Essas as razões pelas quais a potencialidade exigida para caracterização do abuso de poder não está afeta ao resultado final do certame, bastando que, como no caso dos autos, reste demonstrado que o Prefeito-candidato fez indevido emprego dos poderes de seu cargo para fomentar sua campanha, desigualando o processo eleitoral em Mangaratiba.

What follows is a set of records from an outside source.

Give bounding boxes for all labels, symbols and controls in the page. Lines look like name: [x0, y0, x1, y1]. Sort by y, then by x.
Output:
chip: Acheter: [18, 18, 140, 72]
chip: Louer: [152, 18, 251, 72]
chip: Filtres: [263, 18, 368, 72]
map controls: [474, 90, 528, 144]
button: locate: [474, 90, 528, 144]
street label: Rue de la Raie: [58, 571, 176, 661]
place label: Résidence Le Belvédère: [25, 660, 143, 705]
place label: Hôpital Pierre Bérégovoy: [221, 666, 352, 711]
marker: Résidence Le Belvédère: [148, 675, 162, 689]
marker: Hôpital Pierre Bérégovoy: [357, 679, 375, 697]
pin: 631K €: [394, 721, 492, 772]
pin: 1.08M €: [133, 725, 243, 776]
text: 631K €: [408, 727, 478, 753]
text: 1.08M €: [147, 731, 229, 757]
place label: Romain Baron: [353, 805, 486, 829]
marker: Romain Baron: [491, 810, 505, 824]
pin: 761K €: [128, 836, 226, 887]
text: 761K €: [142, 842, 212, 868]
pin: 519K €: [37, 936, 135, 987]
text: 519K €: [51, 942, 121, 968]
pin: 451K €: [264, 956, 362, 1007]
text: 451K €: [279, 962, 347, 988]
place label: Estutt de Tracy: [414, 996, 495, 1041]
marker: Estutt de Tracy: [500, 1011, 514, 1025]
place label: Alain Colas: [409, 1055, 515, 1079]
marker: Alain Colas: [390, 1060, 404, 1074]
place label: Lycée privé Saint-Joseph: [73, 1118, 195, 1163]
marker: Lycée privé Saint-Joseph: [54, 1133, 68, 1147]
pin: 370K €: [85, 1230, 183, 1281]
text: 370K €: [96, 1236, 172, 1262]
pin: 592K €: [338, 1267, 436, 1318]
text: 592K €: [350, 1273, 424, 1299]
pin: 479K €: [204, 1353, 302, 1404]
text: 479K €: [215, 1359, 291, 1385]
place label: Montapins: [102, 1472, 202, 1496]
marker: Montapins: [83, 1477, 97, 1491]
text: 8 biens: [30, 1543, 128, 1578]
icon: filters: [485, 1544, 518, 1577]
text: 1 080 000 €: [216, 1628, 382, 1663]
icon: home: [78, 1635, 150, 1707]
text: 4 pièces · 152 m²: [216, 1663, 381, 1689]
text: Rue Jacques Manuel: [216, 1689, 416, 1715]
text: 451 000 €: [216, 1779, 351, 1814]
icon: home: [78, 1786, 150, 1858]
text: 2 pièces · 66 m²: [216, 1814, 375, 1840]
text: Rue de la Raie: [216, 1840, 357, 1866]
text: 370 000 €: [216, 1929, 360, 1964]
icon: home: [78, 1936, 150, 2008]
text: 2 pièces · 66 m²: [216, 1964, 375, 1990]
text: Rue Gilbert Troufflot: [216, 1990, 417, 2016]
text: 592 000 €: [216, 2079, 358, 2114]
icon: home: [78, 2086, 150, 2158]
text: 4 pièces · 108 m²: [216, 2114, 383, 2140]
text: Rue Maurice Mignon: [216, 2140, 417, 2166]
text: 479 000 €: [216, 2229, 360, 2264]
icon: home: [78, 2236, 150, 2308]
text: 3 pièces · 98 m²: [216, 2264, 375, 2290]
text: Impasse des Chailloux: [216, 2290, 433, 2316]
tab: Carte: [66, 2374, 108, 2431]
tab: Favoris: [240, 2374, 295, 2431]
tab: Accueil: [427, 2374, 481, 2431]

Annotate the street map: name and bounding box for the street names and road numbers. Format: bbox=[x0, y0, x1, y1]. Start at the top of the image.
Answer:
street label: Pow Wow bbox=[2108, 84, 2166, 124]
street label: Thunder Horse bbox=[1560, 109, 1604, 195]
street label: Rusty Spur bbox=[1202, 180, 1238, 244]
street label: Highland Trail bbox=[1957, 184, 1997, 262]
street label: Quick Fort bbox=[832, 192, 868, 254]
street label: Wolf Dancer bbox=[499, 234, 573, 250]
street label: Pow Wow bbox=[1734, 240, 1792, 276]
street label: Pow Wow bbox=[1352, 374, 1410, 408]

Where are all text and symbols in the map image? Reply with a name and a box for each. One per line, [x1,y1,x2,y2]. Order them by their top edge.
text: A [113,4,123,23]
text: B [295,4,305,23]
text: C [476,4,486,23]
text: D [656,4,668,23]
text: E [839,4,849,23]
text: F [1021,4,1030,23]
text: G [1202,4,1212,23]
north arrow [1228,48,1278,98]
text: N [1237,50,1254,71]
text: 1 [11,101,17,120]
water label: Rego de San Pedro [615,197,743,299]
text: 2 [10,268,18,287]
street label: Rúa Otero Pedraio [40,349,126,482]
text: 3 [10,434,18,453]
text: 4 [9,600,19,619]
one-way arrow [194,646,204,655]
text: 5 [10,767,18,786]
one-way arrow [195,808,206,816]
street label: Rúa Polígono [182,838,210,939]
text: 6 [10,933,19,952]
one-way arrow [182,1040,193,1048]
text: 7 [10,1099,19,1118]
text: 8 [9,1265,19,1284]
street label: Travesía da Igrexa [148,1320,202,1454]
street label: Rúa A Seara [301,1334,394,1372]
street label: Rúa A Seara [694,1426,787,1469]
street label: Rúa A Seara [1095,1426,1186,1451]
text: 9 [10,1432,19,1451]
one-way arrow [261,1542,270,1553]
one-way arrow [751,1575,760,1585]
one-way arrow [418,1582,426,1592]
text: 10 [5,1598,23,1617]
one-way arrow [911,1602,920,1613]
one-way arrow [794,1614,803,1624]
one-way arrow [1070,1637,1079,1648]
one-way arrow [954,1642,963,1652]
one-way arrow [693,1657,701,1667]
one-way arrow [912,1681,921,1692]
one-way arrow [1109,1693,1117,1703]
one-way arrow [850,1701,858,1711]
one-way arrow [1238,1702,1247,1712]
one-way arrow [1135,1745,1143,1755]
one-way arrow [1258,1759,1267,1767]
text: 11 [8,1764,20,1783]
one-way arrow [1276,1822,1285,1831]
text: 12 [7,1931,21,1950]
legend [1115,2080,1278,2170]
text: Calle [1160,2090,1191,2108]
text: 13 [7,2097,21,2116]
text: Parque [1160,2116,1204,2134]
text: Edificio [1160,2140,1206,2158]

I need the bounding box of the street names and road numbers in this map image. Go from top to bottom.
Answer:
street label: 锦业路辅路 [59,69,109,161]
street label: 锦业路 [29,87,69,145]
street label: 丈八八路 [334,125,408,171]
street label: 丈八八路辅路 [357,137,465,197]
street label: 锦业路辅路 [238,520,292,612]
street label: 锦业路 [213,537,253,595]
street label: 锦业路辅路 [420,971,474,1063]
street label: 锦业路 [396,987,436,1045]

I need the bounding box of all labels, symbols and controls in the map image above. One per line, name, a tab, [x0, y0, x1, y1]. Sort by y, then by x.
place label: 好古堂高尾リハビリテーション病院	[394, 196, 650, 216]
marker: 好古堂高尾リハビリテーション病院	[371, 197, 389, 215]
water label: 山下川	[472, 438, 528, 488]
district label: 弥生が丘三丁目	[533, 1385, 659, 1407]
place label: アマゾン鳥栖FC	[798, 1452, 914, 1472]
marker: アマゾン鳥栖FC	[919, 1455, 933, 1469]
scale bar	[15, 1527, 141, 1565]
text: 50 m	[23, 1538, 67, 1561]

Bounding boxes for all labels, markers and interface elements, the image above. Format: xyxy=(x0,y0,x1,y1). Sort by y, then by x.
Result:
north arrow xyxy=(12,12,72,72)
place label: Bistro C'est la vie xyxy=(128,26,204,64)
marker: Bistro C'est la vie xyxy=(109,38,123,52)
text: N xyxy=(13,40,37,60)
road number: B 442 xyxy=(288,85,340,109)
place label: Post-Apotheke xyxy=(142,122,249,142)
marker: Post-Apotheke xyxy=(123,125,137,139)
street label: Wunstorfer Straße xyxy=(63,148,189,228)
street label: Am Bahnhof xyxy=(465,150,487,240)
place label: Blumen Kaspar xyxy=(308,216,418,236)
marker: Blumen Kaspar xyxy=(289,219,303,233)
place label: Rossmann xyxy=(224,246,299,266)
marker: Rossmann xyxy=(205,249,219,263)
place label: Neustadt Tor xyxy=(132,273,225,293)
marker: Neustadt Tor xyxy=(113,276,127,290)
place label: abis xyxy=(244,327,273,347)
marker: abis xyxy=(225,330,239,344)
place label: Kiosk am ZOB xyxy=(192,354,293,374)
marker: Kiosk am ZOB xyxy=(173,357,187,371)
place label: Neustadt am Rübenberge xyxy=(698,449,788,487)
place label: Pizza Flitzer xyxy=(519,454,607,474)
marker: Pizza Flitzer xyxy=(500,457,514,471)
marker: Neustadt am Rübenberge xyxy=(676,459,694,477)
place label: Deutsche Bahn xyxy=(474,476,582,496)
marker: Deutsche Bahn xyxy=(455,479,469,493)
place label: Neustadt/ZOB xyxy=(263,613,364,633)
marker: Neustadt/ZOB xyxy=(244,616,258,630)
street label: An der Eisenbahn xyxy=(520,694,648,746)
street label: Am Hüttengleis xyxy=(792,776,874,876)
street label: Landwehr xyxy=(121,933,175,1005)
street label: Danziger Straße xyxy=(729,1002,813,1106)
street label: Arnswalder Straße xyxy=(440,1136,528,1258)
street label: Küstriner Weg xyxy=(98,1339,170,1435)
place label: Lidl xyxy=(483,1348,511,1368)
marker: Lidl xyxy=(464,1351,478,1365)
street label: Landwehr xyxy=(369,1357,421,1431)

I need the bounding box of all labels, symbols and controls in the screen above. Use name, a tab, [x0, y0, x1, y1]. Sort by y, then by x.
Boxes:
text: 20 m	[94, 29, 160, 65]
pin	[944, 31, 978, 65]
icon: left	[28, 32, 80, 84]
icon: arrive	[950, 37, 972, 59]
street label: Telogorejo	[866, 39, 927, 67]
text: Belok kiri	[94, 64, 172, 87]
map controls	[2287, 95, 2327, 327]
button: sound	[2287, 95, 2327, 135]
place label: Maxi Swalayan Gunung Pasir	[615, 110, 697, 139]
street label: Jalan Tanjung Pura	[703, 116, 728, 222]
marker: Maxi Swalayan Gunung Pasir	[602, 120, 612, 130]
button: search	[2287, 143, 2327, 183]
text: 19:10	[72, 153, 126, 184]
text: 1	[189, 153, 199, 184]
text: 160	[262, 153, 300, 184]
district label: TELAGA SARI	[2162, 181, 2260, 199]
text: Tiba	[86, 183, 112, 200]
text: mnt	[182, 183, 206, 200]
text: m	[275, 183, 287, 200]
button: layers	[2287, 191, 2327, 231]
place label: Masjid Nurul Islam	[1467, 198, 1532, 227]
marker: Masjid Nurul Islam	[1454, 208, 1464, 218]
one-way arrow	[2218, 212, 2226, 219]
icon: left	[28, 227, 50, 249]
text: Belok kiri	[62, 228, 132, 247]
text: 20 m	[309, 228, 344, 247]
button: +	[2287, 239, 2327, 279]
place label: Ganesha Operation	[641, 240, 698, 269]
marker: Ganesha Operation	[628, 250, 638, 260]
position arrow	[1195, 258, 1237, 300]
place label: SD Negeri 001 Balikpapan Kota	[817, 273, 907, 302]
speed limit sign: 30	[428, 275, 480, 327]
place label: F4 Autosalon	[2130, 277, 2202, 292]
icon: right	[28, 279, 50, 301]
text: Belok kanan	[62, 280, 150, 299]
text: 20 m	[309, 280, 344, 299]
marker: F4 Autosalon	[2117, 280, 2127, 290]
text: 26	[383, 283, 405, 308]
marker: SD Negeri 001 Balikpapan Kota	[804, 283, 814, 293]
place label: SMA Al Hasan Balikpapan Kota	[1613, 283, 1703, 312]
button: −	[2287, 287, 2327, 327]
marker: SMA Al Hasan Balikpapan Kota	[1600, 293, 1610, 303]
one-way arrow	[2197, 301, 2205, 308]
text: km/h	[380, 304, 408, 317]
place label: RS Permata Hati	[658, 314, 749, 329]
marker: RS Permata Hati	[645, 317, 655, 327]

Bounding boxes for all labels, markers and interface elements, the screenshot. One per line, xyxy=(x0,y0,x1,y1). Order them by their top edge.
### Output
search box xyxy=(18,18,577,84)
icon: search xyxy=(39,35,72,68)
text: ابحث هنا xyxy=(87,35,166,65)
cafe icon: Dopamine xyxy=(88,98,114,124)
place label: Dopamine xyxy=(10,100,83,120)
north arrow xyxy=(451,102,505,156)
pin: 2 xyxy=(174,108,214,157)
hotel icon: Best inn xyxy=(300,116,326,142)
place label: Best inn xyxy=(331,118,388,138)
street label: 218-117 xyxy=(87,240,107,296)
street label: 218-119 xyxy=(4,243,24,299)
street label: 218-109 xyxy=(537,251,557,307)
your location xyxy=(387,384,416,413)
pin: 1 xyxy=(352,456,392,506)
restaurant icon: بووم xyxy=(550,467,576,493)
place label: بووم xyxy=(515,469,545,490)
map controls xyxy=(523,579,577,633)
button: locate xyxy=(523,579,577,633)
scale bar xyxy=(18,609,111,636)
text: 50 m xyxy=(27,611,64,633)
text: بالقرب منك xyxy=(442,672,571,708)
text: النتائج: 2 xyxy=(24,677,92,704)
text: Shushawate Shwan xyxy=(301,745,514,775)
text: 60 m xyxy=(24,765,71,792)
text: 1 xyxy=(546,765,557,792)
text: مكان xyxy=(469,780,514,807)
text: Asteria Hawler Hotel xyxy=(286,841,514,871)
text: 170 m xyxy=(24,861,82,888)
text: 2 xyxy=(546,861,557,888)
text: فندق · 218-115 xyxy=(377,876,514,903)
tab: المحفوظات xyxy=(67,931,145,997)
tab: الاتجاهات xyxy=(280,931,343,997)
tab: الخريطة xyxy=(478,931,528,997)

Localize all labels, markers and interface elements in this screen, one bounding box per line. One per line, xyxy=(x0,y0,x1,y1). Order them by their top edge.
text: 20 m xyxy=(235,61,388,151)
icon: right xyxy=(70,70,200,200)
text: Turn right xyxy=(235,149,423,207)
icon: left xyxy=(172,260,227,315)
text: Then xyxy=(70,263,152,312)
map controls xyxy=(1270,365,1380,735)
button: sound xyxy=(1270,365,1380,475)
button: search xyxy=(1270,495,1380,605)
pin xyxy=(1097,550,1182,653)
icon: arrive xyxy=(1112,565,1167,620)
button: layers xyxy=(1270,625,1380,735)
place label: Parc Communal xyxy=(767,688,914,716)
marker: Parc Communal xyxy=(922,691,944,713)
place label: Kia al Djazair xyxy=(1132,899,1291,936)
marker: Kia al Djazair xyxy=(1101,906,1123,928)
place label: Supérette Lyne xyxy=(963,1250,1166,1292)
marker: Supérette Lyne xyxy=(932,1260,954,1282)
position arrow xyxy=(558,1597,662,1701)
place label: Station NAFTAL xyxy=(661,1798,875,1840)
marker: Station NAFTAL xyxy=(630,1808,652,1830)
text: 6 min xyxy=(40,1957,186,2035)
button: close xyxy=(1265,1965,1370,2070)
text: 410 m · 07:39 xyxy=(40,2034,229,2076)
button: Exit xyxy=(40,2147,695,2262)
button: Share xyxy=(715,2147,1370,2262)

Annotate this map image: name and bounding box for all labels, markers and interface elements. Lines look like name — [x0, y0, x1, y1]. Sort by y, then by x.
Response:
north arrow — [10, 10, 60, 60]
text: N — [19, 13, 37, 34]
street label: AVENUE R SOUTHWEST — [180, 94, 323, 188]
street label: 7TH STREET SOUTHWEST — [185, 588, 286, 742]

Assim, afiguram-se desnecessárias maiores digressões em relação à potencialidade demonstrada pelo comportamento dos recorridos ao interferir no processo eleitoral, amoldando-se ao conceito das condutas que o legislador tomou por defesas no art. 22, da Lei Complementar 64/90 e que desafiam a incidência do preceito constitucional moralizador radicado no art. 14, §10, da Carta Política.
DECISÃO
Diante desse contexto, considerando as premissas fáticas descritas no acórdão regional, a reforma do julgado implicaria, ao menos ao que se depreende em exame prefacial, a incursão indevida no conjunto probatório dos autos, providência incabível em sede de recurso especial.
Por essas razões, entendo, neste juízo de cognição sumária, que não foi demonstrada a plausibilidade do direito a ensejar o deferimento do pedido formulado.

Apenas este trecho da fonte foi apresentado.